_What you have to do_: Look through the entries below and return all lines including the word "العيسي".

------ Records to use

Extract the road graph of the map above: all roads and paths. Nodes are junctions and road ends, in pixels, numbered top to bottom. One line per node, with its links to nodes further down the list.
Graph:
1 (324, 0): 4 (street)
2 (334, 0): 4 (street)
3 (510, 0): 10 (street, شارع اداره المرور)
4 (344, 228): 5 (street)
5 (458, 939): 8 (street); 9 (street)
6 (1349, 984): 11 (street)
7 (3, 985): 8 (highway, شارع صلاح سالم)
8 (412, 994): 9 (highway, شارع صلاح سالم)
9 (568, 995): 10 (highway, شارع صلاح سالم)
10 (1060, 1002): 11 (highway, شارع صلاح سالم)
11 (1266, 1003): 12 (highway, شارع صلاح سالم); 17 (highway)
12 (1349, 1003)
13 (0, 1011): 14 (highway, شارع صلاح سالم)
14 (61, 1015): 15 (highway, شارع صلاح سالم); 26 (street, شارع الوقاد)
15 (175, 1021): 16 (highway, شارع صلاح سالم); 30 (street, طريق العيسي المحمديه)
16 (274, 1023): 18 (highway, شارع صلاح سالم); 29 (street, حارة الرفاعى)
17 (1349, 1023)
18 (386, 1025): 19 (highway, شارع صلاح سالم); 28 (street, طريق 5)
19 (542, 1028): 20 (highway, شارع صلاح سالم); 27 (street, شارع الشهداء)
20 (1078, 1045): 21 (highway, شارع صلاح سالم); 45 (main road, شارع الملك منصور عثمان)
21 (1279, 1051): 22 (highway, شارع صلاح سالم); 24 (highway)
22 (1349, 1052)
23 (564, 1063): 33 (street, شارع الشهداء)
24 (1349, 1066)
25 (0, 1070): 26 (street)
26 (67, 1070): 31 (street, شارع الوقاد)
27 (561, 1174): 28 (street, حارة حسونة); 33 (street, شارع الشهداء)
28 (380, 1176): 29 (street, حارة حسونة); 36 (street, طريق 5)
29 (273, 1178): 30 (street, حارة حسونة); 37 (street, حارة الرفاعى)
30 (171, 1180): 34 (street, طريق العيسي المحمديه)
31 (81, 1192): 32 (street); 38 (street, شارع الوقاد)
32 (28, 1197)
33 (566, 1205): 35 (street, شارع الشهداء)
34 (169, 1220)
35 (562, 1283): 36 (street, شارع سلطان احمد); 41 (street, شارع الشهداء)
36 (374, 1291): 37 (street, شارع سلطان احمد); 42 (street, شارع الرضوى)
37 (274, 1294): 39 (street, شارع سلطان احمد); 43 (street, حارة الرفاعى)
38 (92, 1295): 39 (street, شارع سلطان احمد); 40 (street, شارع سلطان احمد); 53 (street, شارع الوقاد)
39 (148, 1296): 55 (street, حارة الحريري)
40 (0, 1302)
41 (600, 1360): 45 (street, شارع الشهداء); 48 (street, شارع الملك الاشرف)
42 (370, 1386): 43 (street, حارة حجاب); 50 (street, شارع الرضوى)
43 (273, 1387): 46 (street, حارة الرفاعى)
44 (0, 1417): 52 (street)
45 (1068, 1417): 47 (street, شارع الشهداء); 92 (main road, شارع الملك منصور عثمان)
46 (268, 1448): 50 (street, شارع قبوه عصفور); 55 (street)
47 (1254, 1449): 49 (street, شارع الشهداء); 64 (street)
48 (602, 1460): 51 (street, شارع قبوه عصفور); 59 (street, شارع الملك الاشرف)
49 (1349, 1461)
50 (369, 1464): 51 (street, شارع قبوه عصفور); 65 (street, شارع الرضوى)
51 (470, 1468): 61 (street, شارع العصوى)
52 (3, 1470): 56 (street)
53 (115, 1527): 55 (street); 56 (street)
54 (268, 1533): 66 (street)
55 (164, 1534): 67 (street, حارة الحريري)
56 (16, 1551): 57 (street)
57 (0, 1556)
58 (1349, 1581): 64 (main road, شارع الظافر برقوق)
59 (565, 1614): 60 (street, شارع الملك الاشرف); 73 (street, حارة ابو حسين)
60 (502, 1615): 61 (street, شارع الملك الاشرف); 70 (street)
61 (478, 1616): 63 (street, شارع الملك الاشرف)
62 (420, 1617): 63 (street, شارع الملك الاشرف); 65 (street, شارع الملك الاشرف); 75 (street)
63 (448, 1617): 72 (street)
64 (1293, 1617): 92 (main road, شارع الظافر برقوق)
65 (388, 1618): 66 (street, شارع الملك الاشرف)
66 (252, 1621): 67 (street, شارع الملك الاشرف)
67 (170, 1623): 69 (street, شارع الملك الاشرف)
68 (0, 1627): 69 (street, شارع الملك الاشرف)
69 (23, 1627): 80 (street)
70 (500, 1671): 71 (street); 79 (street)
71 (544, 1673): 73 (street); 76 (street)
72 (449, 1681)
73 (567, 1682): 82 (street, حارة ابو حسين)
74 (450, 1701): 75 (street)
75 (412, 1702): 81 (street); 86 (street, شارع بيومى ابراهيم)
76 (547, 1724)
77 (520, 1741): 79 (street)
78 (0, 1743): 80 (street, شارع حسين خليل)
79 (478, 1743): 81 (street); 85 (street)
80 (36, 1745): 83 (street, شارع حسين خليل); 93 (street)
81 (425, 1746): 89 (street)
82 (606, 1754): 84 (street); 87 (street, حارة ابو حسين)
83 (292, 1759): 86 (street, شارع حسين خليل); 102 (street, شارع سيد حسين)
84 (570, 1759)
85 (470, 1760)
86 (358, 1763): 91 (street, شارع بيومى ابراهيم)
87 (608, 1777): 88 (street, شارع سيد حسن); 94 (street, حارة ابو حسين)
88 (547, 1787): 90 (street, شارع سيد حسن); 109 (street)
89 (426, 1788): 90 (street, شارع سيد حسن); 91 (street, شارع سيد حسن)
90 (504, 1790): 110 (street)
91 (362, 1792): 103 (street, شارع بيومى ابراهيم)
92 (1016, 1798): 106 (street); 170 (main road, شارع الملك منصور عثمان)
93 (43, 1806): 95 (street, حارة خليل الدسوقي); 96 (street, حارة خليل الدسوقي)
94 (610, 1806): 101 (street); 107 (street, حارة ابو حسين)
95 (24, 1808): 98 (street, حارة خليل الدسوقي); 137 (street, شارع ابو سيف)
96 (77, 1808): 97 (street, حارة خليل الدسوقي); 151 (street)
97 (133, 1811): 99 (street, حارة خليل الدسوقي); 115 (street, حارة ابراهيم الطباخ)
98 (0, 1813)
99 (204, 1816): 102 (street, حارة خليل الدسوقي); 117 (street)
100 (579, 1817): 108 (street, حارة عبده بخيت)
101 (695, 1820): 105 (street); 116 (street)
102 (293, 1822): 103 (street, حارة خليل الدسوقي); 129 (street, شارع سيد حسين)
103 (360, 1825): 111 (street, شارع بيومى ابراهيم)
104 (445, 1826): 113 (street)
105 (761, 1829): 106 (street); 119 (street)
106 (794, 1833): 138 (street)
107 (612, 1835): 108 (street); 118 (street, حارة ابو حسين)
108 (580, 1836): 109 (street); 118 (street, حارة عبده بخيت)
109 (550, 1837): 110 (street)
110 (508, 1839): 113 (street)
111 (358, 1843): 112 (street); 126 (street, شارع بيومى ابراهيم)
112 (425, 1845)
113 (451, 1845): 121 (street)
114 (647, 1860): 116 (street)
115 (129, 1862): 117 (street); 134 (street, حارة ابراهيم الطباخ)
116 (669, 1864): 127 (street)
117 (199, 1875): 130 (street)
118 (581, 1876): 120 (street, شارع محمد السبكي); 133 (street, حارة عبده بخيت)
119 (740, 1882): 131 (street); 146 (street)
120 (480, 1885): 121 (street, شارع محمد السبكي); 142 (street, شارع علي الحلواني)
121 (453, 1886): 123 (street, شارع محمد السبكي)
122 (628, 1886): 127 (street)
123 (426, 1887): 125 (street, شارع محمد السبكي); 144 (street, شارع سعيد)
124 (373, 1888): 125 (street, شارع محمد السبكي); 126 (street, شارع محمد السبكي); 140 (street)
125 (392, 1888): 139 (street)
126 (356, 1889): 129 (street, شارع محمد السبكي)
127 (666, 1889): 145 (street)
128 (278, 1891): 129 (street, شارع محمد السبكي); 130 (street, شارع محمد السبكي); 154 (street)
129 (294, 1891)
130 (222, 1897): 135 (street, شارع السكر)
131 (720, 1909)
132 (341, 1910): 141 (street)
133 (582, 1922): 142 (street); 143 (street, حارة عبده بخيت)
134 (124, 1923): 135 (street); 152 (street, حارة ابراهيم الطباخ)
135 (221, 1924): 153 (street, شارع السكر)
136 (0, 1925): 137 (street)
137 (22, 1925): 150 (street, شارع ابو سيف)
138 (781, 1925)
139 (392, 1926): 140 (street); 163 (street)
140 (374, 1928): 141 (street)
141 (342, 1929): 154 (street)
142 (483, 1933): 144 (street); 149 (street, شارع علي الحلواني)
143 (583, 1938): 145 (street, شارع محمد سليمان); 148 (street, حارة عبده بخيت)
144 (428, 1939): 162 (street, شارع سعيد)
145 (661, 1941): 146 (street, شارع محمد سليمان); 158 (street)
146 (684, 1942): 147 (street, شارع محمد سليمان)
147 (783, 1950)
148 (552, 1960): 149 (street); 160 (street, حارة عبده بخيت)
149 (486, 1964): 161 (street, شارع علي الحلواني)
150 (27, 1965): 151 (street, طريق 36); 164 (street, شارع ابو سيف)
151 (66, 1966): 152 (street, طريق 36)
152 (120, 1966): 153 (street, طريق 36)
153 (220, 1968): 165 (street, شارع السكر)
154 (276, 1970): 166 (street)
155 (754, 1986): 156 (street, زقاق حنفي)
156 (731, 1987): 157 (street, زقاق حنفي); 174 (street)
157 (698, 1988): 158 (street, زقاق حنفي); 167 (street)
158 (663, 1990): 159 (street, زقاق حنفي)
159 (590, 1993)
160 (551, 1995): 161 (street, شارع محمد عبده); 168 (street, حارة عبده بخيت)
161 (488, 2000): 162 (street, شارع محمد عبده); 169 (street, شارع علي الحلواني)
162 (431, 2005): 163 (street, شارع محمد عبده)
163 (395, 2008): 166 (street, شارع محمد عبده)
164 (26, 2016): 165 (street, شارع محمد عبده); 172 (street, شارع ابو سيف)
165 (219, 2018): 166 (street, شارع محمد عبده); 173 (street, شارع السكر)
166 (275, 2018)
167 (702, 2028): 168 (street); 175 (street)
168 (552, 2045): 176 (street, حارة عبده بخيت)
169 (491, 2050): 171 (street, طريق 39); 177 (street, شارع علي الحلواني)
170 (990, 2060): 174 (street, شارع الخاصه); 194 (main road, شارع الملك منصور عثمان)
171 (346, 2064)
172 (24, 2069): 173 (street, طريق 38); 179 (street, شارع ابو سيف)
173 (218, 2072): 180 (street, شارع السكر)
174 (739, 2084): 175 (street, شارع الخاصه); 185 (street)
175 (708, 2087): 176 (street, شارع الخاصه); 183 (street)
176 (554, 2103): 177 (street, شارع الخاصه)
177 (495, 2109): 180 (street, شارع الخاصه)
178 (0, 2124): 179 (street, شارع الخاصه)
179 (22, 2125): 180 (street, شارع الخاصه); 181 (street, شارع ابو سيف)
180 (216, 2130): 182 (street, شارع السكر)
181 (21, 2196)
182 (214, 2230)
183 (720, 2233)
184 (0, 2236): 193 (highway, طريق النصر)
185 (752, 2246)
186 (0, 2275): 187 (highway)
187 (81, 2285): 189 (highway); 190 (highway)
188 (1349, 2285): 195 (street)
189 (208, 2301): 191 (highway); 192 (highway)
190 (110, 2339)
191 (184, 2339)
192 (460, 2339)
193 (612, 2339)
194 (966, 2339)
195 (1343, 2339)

------------

_Answer to the problem_:
15 (175, 1021): 16 (highway, شارع صلاح سالم); 30 (street, طريق العيسي المحمديه)
30 (171, 1180): 34 (street, طريق العيسي المحمديه)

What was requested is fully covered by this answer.